The latest shots are designed to target the XBB.1.5 omicron subvariant. Though that strain is no longer dominant, the boosters should still protect against current circulating subvariants, which are closely related, the drugmakers and experts say.
The Friday timeline for authorization is not firm, and it could slide into early next week, two of the sources said.
That could prompt further criticism from some doctors who say federal health agencies are acting too slowly in the booster rollout as Covid cases and hospitalizations are once again rising.
Two sources indicated the FDA is exploring the possibility of granting the boosters a full approval license instead of an emergency use authorization, a departure from the approach used for previous Covid vaccine authorizations. However, it remains uncertain whether that is still the intended course of action.
After the FDA’s signoff, the Centers for Disease Control and Prevention and its advisory committee will issue their own recommendations about who should get the shots and how they should be used. The agency’s Advisory Committee on Immunization Practices is expected to vote at a scheduled meeting Tuesday. The CDC’s director, Dr. Mandy Cohen, could sign off on the boosters shortly after the meeting, allowing vaccinations to begin.

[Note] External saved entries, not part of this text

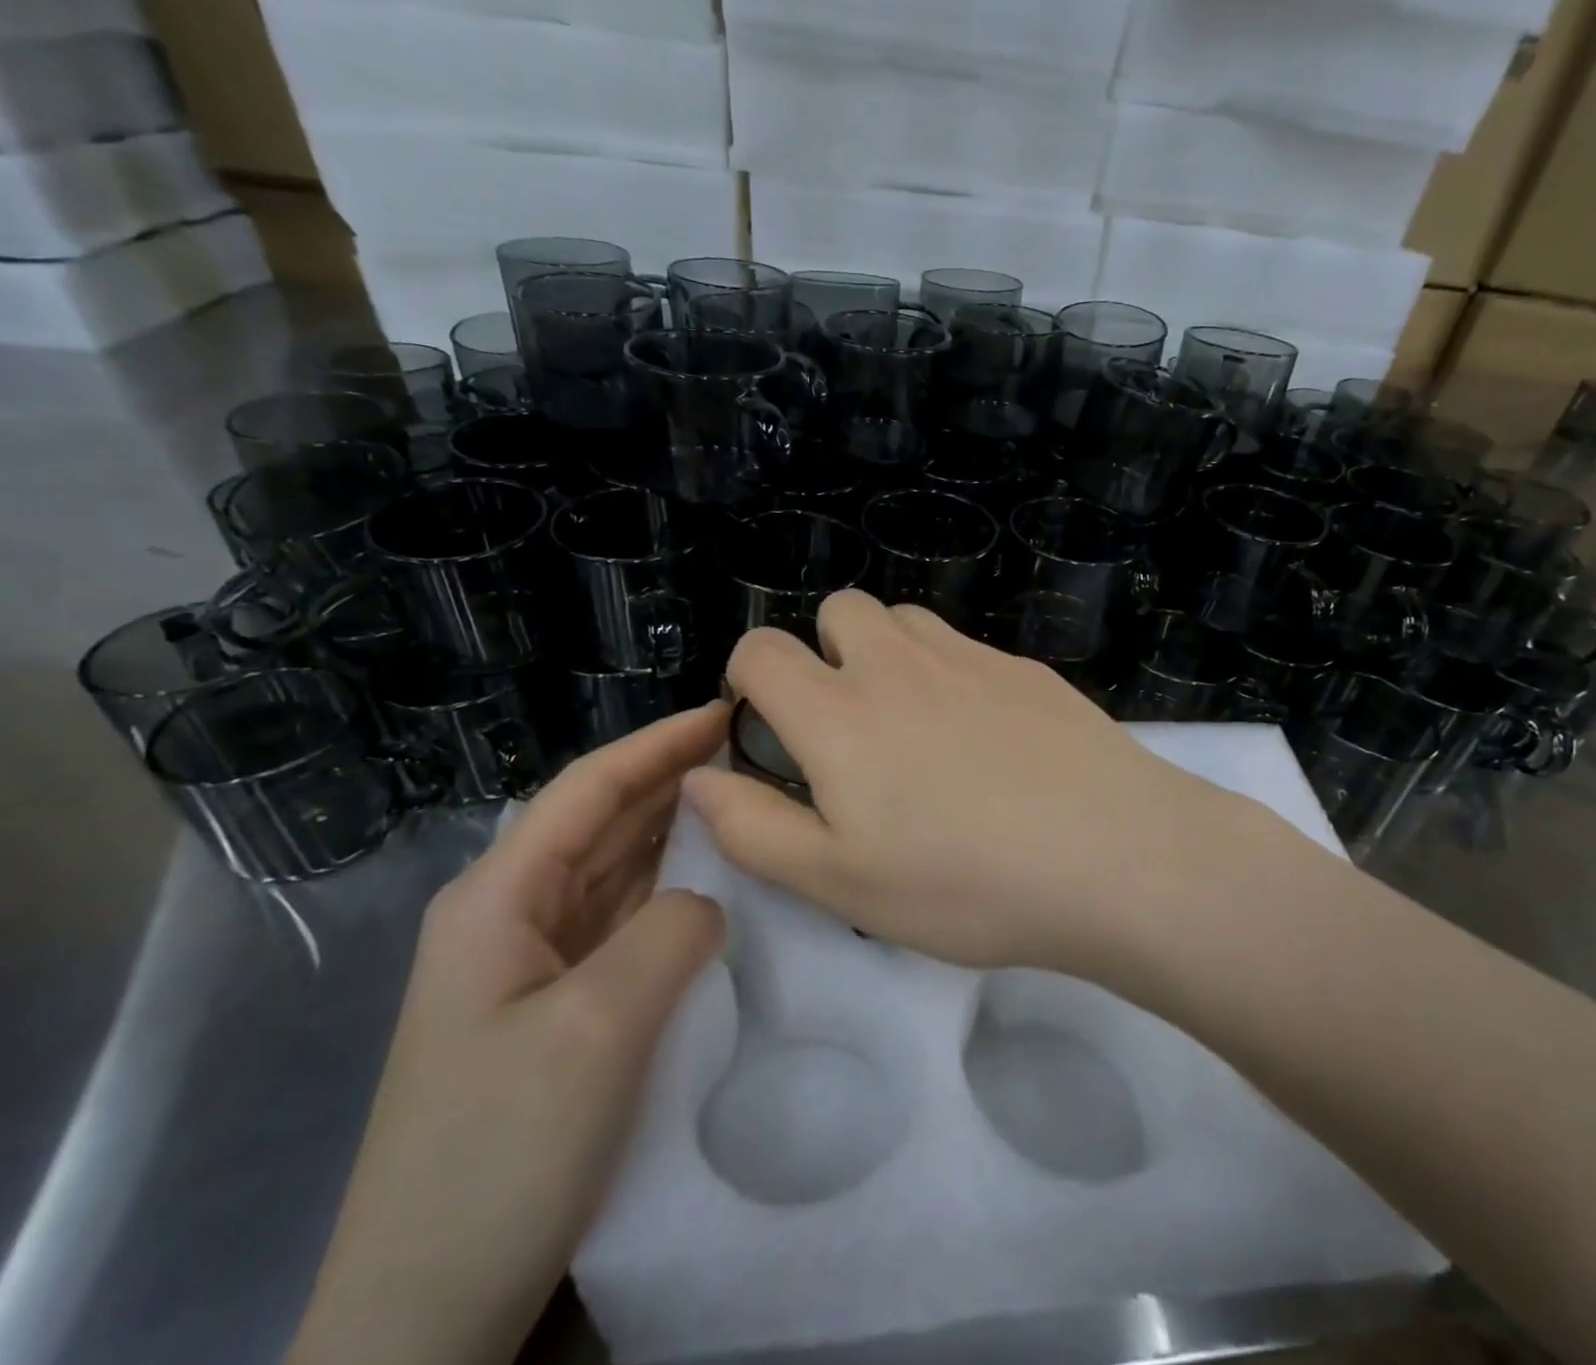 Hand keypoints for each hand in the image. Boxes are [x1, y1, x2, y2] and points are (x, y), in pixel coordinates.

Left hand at [289, 703, 728, 1364]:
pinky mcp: (556, 1005)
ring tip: (745, 801)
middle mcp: (509, 915)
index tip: (725, 713)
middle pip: (601, 821)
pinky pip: (622, 921)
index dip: (659, 744)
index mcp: (498, 898)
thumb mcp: (597, 1027)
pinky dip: (671, 890)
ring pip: (615, 869)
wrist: (421, 1315)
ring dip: (675, 831)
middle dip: (673, 778)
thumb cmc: (497, 1154)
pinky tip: (715, 884)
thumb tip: (709, 899)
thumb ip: (670, 931)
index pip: (589, 788)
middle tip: (752, 752)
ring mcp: (531, 963)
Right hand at [684, 592, 1265, 974]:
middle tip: (851, 730)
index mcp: (839, 712)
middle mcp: (899, 663)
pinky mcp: (1026, 668)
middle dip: (825, 653)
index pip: (761, 650)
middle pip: (839, 610)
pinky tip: (989, 740)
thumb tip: (700, 778)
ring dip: (889, 655)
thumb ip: (755, 828)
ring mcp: (970, 657)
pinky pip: (966, 648)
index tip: (772, 733)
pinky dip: (952, 674)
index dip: (749, 680)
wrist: (1114, 856)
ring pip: (905, 620)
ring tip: (916, 729)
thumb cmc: (965, 883)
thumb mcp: (840, 882) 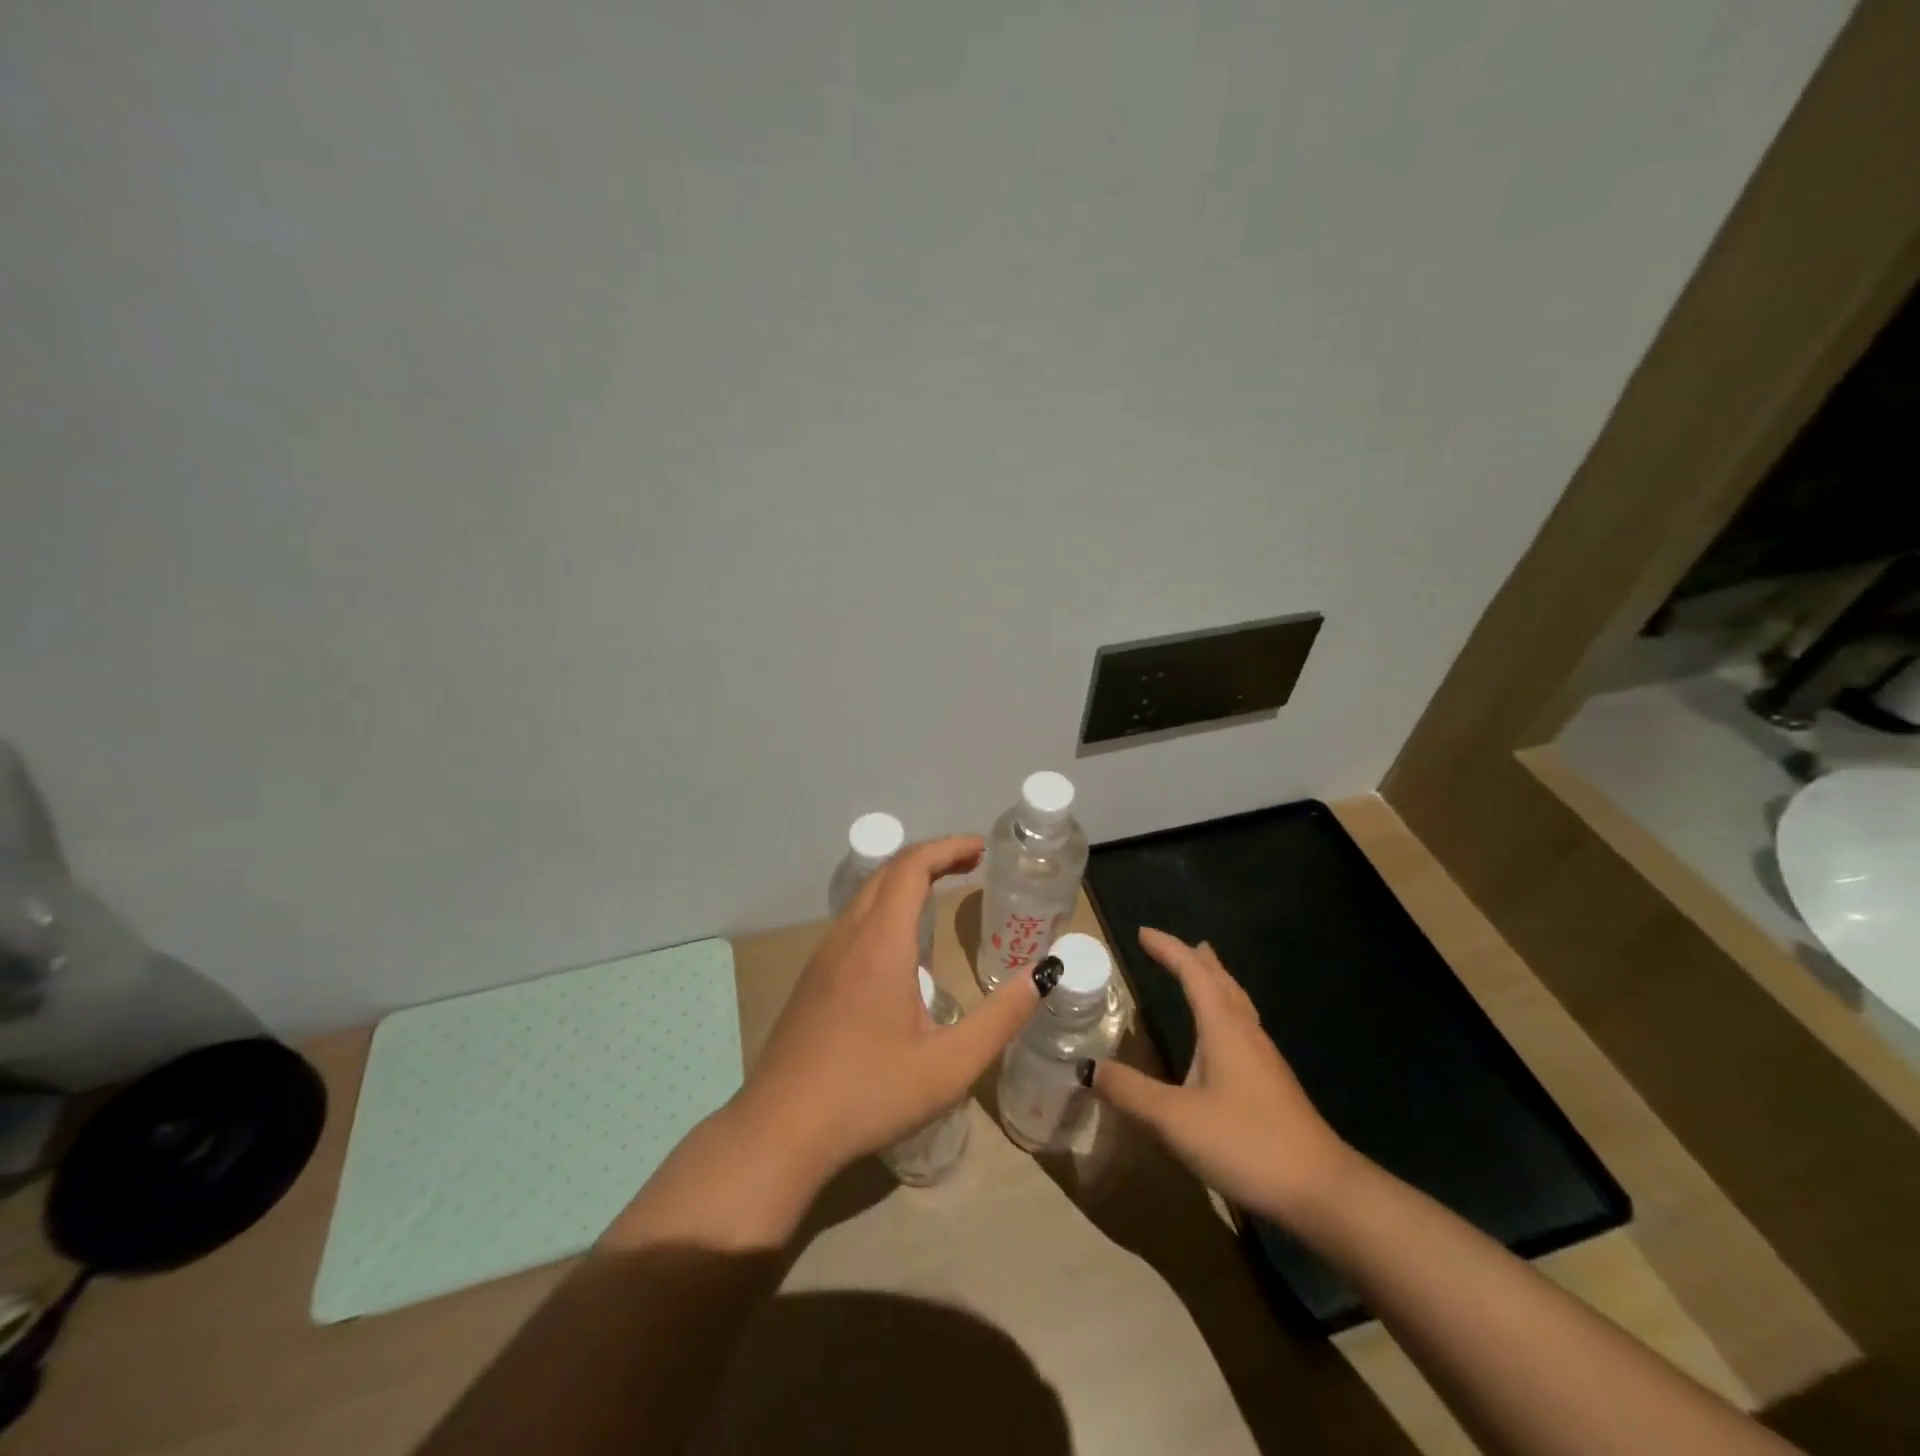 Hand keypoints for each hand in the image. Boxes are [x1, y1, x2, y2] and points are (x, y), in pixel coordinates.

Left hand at [734, 835, 1043, 1188]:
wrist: (779, 1130)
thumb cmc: (869, 1094)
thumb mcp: (949, 1065)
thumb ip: (1002, 1017)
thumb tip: (1044, 974)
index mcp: (881, 943)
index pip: (911, 866)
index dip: (948, 847)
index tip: (981, 849)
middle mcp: (848, 936)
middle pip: (887, 872)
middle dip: (931, 858)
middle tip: (970, 865)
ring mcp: (823, 956)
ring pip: (866, 895)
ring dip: (905, 881)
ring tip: (941, 894)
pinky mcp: (811, 979)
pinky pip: (852, 921)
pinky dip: (885, 907)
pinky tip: (900, 946)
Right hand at [1087, 928, 1352, 1225]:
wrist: (1321, 1191)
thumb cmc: (1246, 1143)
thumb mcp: (1174, 1120)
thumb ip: (1129, 1091)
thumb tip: (1086, 1066)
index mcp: (1222, 1027)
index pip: (1192, 973)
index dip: (1167, 949)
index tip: (1142, 933)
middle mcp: (1245, 1033)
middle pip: (1221, 981)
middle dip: (1196, 959)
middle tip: (1173, 946)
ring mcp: (1264, 1059)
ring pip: (1237, 1003)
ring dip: (1214, 982)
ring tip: (1201, 973)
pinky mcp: (1273, 1084)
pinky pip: (1243, 1027)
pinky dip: (1225, 1011)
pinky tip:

About 97% of adults have some level of protective immunity, according to data shared by government officials. However, because immunity from previous infections and vaccinations diminishes over time, officials aim to shore up protection as people spend more time indoors during the fall and the winter.
For the first time since Covid vaccines have been available, however, the cost of the shots will not be covered by the federal government.
Pfizer and Moderna have indicated the list price for the vaccines will be $110 to $130 per dose.
Whether and when someone will be able to get the shots will depend on their insurance coverage, said Jennifer Kates, the director of the Global Health & HIV Policy Program at KFF, a nonprofit health policy organization.
Most people with private and public health insurance should continue to pay nothing out of pocket for the vaccines, Kates said. If a person gets the vaccine out of network, however, it could carry a cost.
Some people without insurance may be able to get boosters free from safety net providers, such as community health centers, but others may have to pay the full cost. The Biden administration has also announced a “bridge” program that will offer uninsured people access to free boosters at least through the end of 2024.
Novavax’s vaccine, which has not been granted full FDA approval yet but instead is available through emergency use authorization, will continue to be covered, Kates said.